**DATASET EXCERPTS**
━━━━

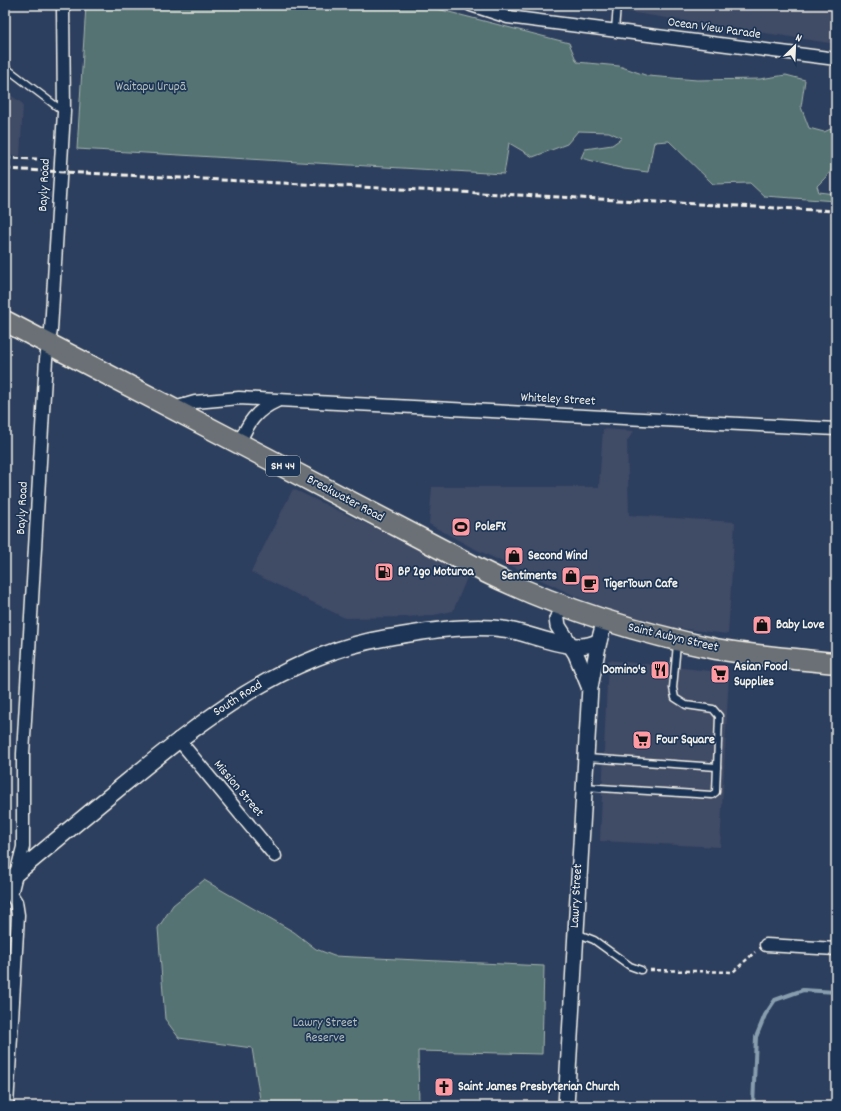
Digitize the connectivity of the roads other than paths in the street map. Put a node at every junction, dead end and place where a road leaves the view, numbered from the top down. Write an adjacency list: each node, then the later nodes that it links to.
1 (63, 5): 7 (street, Bayly Road)
2 (471, 5): 4 (street, Ocean View Parade)
3 (617, 5): 4 (lane)
4 (615, 30): 5 (street, Ocean View Parade)
5 (836, 59)
6 (5, 68): 7 (lane)
7 (64, 112): 9 (street, Bayly Road)
8 (5, 321): 9 (highway, Breakwater Road / SH 44)
9 (48, 343): 11 (highway, Breakwater Road / SH 44); 27 (street, Bayly Road)
10 (278, 401): 11 (street, Whiteley Street); 12 (street, Whiteley Street); 13 (street, Whiteley Street)
11 (174, 408): 13 (highway, Breakwater Road / SH 44)
12 (836, 429)
13 (239, 443): 14 (highway, Breakwater Road / SH 44)
14 (560, 613): 15 (highway, Breakwater Road / SH 44); 16 (street, South Road); 19 (street, Lawry Street)
15 (606, 620): 17 (highway, Saint Aubyn Street / SH 44); 18 (street, Lawry Street)
16 (521, 633): 19 (street, South Road); 22 (street, South Road)
17 (677, 640): 20 (highway, Saint Aubyn Street / SH 44); 24 (lane)
18 (598, 641): 19 (street, South Road); 21 (street, Lawry Street)
19 (571, 646): 21 (street, Lawry Street)
20 (836, 663)
21 (590, 687): 23 (street, Lawry Street)
22 (178, 739): 26 (street, Mission Street); 27 (street, South Road)
23 (585, 758): 24 (lane); 25 (street, Lawry Street)
24 (717, 767): 25 (lane)
25 (583, 787): 28 (street, Lawry Street)
26 (275, 856)
27 (11, 878): 32 (street, Bayly Road)
28 (575, 933): 31 (lane); 33 (street, Lawry Street)
29 (766, 945): 30 (street)
30 (836, 949)
31 (642, 970)
32 (7, 1106)
33 (566, 1106)

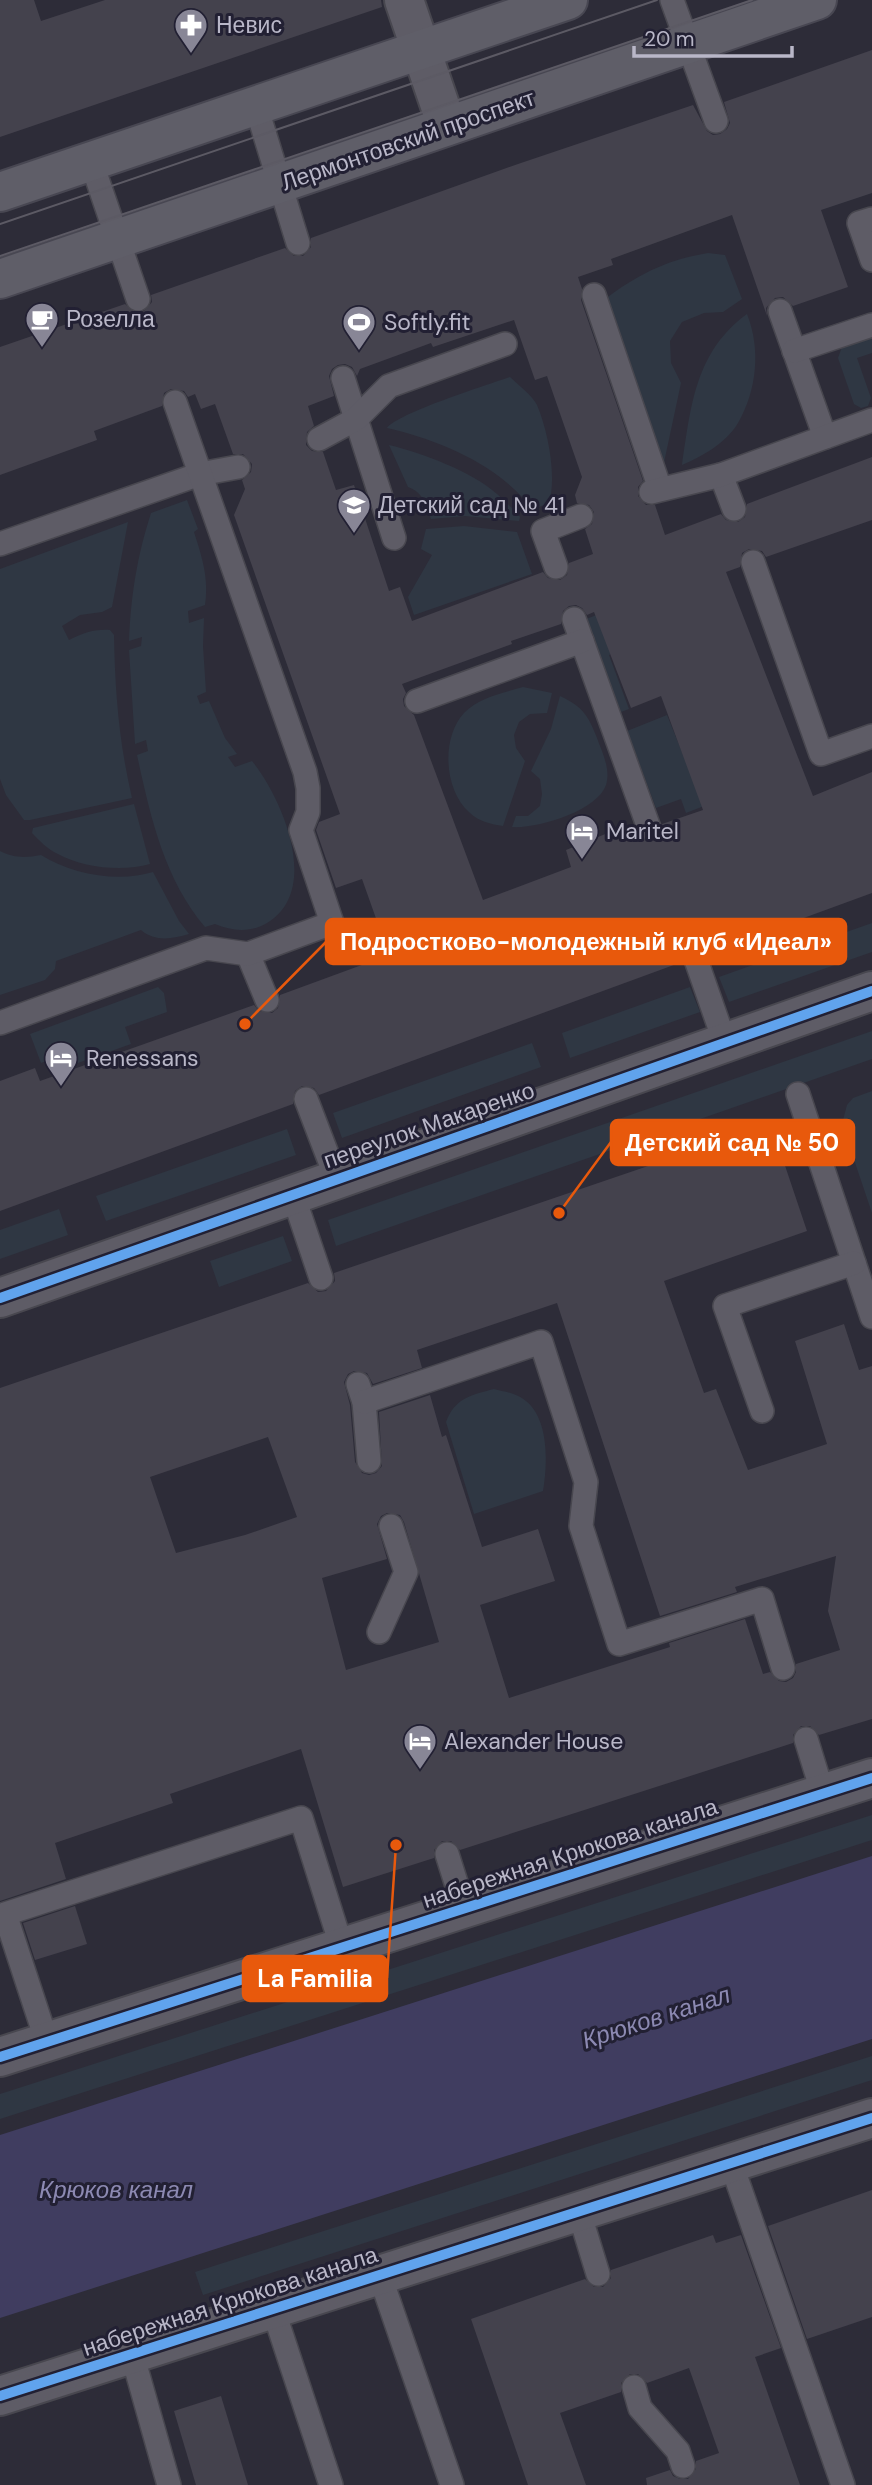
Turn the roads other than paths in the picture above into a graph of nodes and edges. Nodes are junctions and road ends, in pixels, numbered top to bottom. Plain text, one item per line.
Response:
1 (404, 0) edge
2 (568, 0) edge
3 (672, 0) edge
4 (817, 0) edge
5 (775, 7) edge
6 (688, 44) junction
7 (422, 50) junction
8 (256, 106) junction
9 (716, 121) dead end
10 (447, 126) junction
11 (91, 161) junction
12 (279, 184) junction
13 (0, 192) edge
14 (872, 219) edge
15 (118, 239) junction
16 (298, 243) dead end
17 (872, 260) edge
18 (0, 279) edge
19 (594, 295) dead end
20 (138, 299) dead end
21 (780, 311) dead end
22 (872, 325) edge
23 (505, 344) dead end
24 (794, 351) junction
25 (343, 378) dead end
26 (175, 402) dead end
27 (356, 419) junction
28 (872, 420) edge
29 (825, 437) junction
30 (319, 439) dead end
31 (238, 467) dead end
32 (200, 474) junction
33 (721, 475) junction
34 (734, 509) dead end
35 (581, 516) dead end
36 (394, 538) dead end
37 (0, 544) edge
38 (753, 562) dead end
39 (556, 567) dead end
40 (416, 701) dead end
41 (872, 736) edge
42 (649, 828) dead end
43 (248, 954) junction
44 (695, 957) dead end
45 (872, 991) edge
46 (267, 1000) dead end
47 (0, 1023) edge
48 (725, 1043) junction
49 (798, 1094) dead end
50 (306, 1100) dead end
51 (337, 1180) junction
52 (293, 1195) junction
53 (854, 1262) junction
54 (321, 1278) dead end
55 (0, 1298) edge
56 (872, 1317) edge
57 (762, 1411) dead end
58 (369, 1461) dead end
59 (391, 1526) dead end
60 (379, 1632) dead end
61 (783, 1668) dead end
62 (806, 1739) dead end
63 (872, 1778) edge
64 (823, 1794) junction
65 (447, 1854) dead end
66 (464, 1908) junction
67 (342, 1948) junction
68 (47, 2042) junction
69 (0, 2057) edge
70 (872, 2118) edge
71 (731, 2163) junction
72 (579, 2212) junction
73 (598, 2274) dead end
74 (380, 2276) junction
75 (273, 2309) junction
76 (132, 2354) junction
77 (634, 2387) dead end
78 (0, 2396) edge
79 (683, 2466) dead end
80 (169, 2485) edge
81 (331, 2485) edge
82 (452, 2485) edge
83 (843, 2485) edge

1 - 7 street
2 - 7 main road
3 - 6 lane
4 - 5 main road, Лермонтовский проспект
5 - 6 main road, Лермонтовский проспект
6 - 9 lane
6 - 10 main road, Лермонтовский проспект
7 - 8 main road
7 - 10 street
8 - 11 main road
8 - 12 lane
10 - 12 main road, Лермонтовский проспект
11 - 13 main road
11 - 15 lane
12 - 15 main road, Лермонтовский проспект
12 - 16 lane
14 - 17 lane
15 - 18 main road, Лермонтовский проспект
15 - 20 lane
19 - 33 lane
21 - 24 lane
22 - 24 lane
23 - 27 lane
24 - 29 lane
25 - 27 lane
26 - 32 lane
27 - 30 lane
27 - 36 lane
28 - 29 lane
29 - 33 lane
31 - 32 lane
32 - 37 lane
32 - 43 lane
33 - 34 lane
35 - 39 lane
38 - 41 lane
40 - 42 lane
43 - 46 lane
43 - 47 lane
44 - 48 lane
45 - 48 street, переулок Макаренко
48 - 51 street, переулок Макаренко
49 - 53 lane
50 - 51 lane
51 - 52 street, переулок Макаренко
52 - 54 lane
52 - 55 street, переулок Макаренко
53 - 56 lane
53 - 57 lane
58 - 61 lane
59 - 60 lane
62 - 64 lane
63 - 64 street, набережная Крюкова канала
64 - 66 street, набережная Крюкова канала
65 - 66 lane
66 - 67 street, набережная Крюкова канала
67 - 68 street, набережная Крюкова канала
67 - 68 lane
68 - 69 street, набережная Крюкова канала
70 - 71 street, набережная Крюкова канала
71 - 72 street, набережная Крюкова канала
71 - 83 lane
72 - 73 lane
72 - 74 street, набережная Крюкова канала
74 - 75 street, набережная Крюкова канала
74 - 82 lane
75 - 76 street, набережная Крюкова канала
75 - 81 lane
76 - 78 street, набережная Крюкова канала
76 - 80 lane
77 - 79 lane

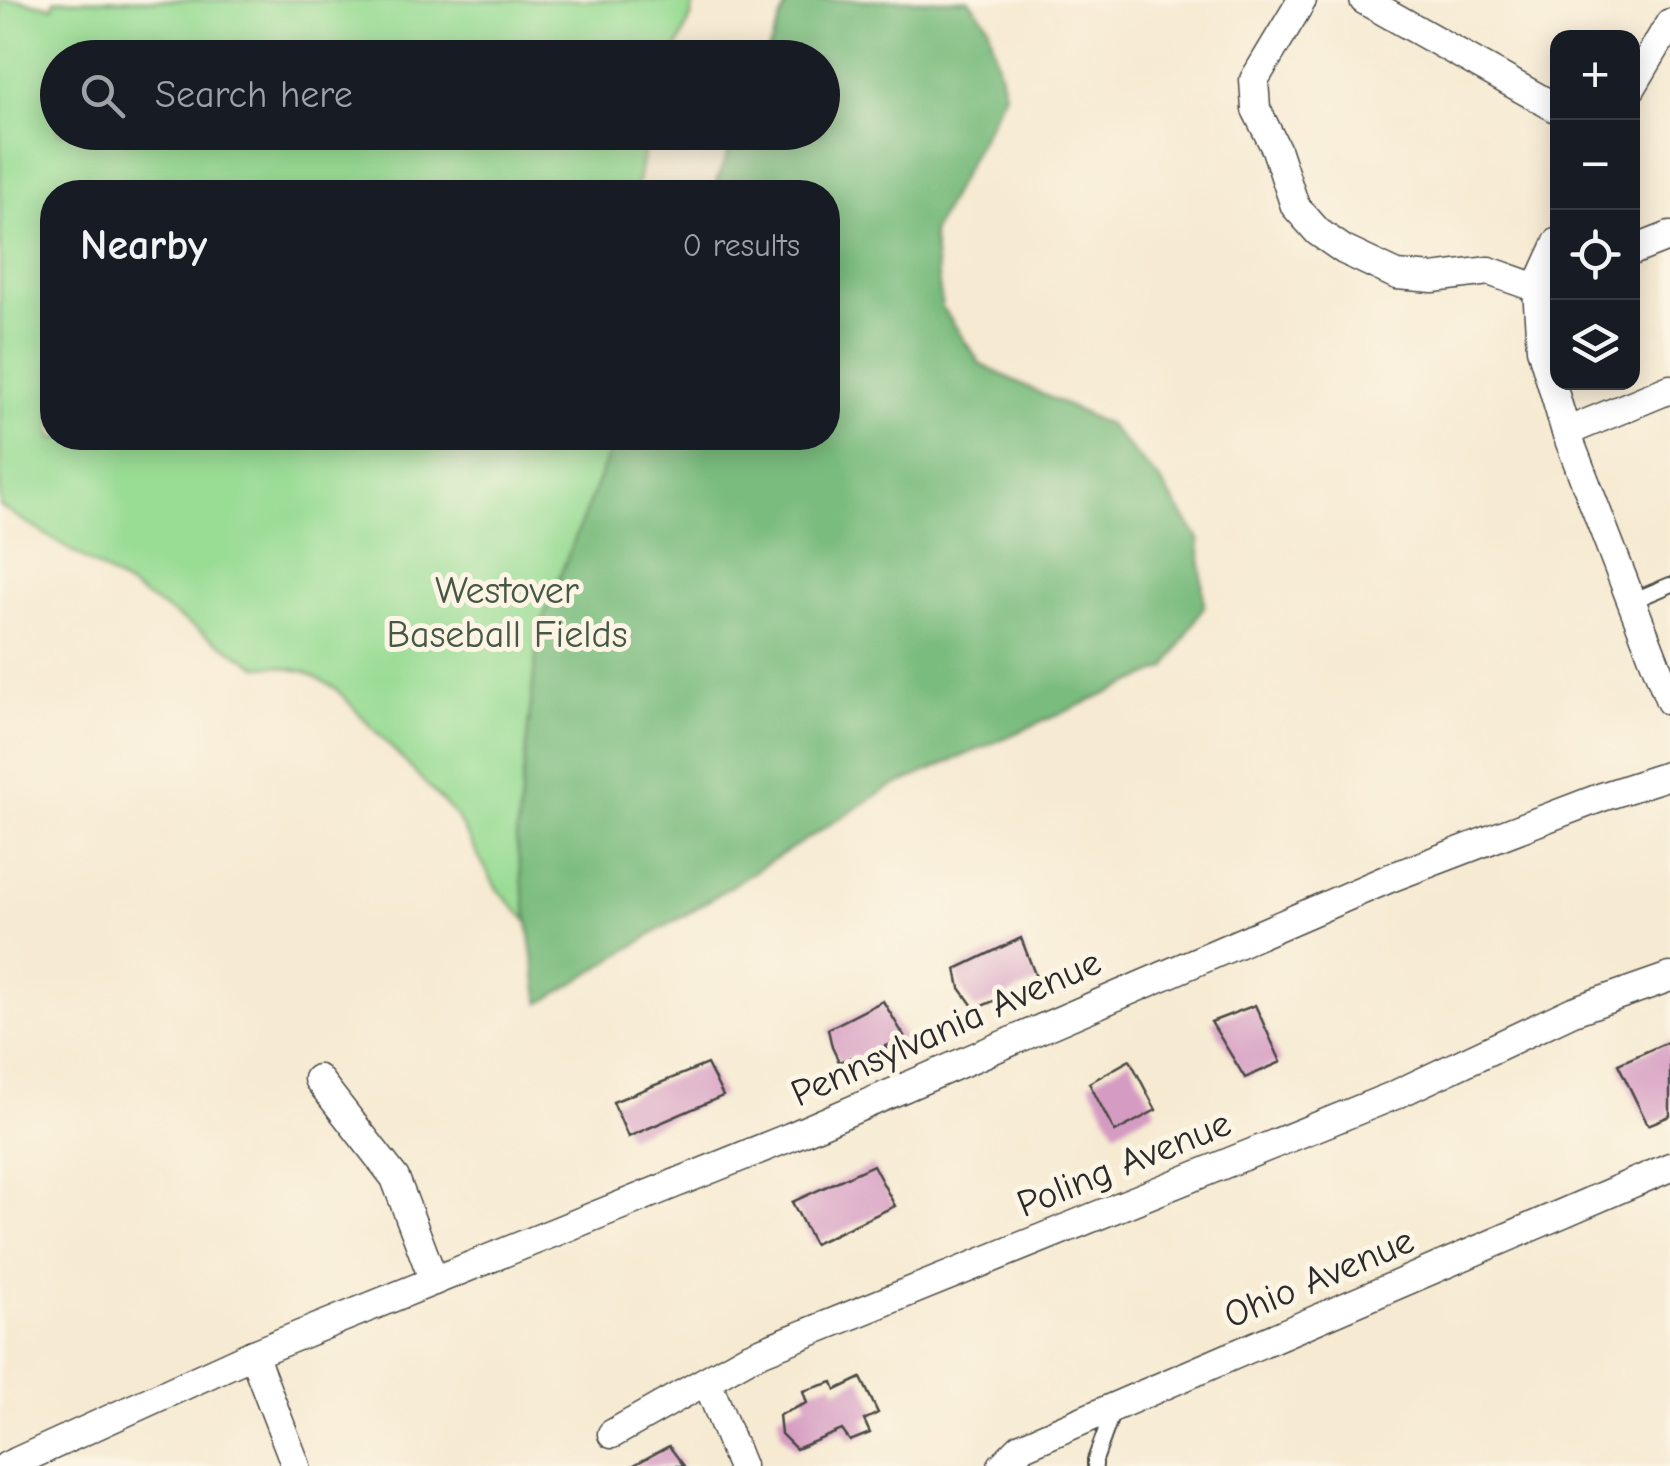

━━━━

Please give a count of the lines in the records where the word "переулок" occurs, with nothing besides it.

**YOUR SOLUTION**
4